Read the records below. Copy each line where the string "true" occurs.

*** Data provided Section Begins ***

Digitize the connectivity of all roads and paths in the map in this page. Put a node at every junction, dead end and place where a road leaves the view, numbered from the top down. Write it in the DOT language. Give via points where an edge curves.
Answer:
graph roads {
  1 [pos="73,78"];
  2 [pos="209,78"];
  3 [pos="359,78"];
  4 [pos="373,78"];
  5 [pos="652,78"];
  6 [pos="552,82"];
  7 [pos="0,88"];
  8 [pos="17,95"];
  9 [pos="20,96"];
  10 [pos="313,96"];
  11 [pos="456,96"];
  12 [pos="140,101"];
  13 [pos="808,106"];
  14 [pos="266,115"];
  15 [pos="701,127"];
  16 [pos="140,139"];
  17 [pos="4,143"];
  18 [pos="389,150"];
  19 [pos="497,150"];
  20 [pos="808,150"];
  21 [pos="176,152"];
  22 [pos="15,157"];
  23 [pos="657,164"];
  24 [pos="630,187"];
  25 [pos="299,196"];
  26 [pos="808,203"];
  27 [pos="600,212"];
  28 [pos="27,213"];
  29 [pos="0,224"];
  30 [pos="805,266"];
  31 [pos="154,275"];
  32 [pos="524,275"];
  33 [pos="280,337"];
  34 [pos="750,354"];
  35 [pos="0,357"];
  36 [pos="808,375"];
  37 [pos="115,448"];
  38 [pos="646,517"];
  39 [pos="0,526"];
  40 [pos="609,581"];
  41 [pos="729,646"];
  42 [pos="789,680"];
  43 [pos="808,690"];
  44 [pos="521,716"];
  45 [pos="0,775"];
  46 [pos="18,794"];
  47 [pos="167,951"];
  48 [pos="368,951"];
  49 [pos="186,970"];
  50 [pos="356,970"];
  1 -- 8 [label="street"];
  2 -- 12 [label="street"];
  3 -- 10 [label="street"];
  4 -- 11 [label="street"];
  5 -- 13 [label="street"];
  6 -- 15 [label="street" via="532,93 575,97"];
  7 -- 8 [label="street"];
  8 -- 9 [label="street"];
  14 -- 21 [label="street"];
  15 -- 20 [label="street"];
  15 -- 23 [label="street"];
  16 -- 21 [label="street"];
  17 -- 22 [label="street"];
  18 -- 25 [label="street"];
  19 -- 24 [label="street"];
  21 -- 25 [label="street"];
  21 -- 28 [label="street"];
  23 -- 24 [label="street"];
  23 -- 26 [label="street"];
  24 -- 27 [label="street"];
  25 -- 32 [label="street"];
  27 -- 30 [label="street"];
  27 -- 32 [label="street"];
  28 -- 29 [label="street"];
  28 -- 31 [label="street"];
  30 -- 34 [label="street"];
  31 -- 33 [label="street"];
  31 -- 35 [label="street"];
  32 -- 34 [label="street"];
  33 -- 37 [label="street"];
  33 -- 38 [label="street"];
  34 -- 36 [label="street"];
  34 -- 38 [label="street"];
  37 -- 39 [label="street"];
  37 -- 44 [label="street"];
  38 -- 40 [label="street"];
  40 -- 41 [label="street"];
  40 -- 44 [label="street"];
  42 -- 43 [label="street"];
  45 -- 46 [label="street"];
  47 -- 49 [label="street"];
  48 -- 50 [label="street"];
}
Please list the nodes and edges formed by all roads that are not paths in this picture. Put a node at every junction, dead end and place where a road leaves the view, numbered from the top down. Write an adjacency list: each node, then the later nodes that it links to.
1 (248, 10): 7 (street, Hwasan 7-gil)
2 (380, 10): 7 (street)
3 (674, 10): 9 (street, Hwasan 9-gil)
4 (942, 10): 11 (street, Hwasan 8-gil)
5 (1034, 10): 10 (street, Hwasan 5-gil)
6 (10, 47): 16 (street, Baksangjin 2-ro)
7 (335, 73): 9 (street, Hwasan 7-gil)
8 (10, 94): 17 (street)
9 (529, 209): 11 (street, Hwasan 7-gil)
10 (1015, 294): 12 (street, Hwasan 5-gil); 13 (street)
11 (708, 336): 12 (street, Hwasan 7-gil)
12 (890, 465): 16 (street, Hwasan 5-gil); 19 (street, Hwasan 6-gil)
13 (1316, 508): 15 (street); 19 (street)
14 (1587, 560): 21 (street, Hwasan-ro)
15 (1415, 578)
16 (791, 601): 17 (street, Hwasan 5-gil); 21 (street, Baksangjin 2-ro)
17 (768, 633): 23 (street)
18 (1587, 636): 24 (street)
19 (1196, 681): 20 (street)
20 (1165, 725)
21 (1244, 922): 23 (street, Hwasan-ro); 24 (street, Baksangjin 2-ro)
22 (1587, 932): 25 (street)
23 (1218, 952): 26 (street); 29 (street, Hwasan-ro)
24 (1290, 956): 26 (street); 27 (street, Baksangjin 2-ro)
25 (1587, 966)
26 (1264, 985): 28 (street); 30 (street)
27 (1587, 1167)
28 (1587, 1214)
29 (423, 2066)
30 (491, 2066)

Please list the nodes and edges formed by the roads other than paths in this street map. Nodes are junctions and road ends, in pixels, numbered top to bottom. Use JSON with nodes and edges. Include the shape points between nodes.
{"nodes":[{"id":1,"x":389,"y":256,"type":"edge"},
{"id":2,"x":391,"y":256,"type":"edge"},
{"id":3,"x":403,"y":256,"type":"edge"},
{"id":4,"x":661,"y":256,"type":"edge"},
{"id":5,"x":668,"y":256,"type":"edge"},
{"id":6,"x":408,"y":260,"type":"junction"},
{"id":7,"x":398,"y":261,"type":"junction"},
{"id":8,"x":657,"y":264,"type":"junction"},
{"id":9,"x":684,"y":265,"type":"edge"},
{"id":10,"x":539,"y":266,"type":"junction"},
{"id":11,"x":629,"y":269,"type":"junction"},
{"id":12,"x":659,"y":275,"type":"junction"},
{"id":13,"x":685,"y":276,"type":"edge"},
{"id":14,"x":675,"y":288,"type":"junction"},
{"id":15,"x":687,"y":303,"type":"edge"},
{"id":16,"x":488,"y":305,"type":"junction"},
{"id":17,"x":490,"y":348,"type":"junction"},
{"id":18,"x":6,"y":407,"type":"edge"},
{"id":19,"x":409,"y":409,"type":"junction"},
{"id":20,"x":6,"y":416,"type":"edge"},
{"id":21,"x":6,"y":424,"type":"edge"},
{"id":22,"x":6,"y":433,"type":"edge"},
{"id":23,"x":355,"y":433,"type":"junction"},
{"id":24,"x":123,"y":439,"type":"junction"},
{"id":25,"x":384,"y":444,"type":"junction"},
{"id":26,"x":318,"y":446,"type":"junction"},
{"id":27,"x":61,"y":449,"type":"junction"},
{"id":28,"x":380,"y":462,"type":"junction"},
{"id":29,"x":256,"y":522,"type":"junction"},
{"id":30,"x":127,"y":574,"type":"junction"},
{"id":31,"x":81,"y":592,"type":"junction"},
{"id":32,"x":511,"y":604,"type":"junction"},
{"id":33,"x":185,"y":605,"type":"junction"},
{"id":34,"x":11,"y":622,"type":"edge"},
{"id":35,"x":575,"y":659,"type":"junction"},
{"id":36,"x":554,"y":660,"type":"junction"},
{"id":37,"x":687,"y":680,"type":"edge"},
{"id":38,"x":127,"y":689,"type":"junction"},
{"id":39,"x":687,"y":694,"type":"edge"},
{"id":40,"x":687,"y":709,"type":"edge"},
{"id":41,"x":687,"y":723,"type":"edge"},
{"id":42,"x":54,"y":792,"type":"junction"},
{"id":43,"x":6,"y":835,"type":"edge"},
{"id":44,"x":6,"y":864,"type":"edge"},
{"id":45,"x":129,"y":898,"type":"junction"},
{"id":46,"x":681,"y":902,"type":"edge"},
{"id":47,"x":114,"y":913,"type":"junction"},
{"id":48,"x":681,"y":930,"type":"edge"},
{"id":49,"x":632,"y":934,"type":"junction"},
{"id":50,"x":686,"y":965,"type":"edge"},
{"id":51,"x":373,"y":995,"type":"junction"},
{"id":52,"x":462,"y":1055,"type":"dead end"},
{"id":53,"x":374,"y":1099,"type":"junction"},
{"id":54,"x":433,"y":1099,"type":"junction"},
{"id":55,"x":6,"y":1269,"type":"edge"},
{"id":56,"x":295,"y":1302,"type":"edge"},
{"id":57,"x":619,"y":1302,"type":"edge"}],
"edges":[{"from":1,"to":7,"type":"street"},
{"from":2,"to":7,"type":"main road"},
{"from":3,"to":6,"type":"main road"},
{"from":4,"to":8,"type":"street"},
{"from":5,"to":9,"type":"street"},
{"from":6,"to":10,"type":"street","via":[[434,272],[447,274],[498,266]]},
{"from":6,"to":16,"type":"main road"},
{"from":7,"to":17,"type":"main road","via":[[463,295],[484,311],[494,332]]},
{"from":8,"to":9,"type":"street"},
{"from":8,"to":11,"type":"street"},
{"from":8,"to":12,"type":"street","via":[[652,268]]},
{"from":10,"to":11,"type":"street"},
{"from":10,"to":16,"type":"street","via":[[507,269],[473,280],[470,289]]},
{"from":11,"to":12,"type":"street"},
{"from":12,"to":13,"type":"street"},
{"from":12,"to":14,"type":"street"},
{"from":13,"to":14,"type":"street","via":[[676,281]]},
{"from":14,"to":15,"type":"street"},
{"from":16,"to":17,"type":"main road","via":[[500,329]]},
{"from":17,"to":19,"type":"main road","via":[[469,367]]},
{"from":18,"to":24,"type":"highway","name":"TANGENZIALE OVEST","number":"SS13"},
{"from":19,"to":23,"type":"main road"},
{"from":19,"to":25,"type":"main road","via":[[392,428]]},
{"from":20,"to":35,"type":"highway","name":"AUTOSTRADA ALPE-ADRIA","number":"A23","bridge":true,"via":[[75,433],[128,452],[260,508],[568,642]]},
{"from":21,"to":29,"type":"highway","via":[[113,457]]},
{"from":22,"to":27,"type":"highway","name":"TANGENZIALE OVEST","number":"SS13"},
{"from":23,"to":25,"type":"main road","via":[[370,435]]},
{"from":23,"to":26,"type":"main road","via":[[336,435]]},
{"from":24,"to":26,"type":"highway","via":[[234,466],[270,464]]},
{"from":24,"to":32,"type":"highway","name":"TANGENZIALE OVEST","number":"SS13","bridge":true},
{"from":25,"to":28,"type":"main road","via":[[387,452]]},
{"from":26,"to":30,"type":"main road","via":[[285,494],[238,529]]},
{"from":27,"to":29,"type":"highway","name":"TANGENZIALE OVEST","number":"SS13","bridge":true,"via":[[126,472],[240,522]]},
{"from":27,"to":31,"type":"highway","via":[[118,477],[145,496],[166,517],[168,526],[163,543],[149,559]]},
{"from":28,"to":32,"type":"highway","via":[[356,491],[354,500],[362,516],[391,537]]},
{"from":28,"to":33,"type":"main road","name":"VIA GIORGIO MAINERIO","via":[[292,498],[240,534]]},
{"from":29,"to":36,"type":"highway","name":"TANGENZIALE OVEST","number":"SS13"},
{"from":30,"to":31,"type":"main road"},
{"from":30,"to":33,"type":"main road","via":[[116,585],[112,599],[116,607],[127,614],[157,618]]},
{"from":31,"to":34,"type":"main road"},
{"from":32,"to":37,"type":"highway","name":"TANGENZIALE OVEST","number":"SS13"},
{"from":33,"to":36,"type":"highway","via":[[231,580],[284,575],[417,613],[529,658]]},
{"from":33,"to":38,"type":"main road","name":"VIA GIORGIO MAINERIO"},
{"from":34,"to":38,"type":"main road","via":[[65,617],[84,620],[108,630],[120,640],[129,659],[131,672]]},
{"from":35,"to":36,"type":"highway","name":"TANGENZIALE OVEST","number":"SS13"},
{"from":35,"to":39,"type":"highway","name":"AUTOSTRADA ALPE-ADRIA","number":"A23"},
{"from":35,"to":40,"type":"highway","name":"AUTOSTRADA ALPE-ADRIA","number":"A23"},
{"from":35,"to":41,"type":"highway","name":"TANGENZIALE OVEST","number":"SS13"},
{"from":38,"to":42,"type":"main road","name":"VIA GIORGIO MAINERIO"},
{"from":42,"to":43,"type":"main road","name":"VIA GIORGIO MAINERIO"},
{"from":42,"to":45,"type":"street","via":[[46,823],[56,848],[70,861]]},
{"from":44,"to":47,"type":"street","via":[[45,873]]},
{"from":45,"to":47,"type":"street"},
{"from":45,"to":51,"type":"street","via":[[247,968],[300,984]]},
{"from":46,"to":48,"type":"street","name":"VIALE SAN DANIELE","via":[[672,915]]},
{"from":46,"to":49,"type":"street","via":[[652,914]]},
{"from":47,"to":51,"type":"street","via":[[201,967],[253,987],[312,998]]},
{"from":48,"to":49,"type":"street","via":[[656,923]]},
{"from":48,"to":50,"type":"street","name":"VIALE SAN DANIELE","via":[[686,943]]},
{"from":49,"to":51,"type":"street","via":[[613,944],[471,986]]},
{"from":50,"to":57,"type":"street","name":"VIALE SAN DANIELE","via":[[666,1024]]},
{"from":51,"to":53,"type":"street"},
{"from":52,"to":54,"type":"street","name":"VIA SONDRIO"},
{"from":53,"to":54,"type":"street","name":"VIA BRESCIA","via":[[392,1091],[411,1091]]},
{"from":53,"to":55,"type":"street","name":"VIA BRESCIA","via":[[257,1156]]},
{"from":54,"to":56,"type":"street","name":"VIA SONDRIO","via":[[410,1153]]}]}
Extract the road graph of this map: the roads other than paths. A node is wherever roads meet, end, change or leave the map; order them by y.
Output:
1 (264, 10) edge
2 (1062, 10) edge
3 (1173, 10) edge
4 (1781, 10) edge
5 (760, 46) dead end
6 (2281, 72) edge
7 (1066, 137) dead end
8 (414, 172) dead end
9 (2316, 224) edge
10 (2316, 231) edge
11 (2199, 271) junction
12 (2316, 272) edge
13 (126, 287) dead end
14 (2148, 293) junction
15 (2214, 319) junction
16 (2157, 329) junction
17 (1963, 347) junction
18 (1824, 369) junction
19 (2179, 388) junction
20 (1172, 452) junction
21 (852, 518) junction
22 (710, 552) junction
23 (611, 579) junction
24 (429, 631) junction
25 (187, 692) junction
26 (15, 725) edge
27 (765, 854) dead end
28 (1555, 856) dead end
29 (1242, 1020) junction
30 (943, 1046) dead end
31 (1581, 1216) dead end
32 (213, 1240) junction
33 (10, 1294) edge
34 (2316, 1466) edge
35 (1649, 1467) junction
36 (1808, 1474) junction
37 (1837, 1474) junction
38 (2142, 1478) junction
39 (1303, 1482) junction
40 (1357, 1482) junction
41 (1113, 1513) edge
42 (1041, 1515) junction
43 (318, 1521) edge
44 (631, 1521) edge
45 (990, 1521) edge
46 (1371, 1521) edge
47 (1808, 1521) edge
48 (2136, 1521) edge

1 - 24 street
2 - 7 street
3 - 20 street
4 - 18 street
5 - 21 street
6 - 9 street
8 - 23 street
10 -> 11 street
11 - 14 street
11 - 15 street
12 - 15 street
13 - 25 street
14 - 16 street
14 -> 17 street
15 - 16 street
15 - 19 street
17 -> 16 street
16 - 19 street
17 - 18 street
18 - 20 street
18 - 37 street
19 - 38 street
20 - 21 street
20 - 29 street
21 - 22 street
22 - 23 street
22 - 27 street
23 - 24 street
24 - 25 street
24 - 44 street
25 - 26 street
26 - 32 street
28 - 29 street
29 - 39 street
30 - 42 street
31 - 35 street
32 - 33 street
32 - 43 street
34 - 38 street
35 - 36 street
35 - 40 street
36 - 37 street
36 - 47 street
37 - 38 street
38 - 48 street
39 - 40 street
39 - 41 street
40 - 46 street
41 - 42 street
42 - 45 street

*** Data provided Section Ends ***

Response to the task:
{"from":20,"to":35,"type":"highway","name":"AUTOSTRADA ALPE-ADRIA","number":"A23","bridge":true,"via":[[75,433],[128,452],[260,508],[568,642]]},
{"from":24,"to":32,"type":"highway","name":"TANGENZIALE OVEST","number":"SS13","bridge":true},
{"from":27,"to":29,"type":"highway","name":"TANGENZIALE OVEST","number":"SS13","bridge":true,"via":[[126,472],[240,522]]},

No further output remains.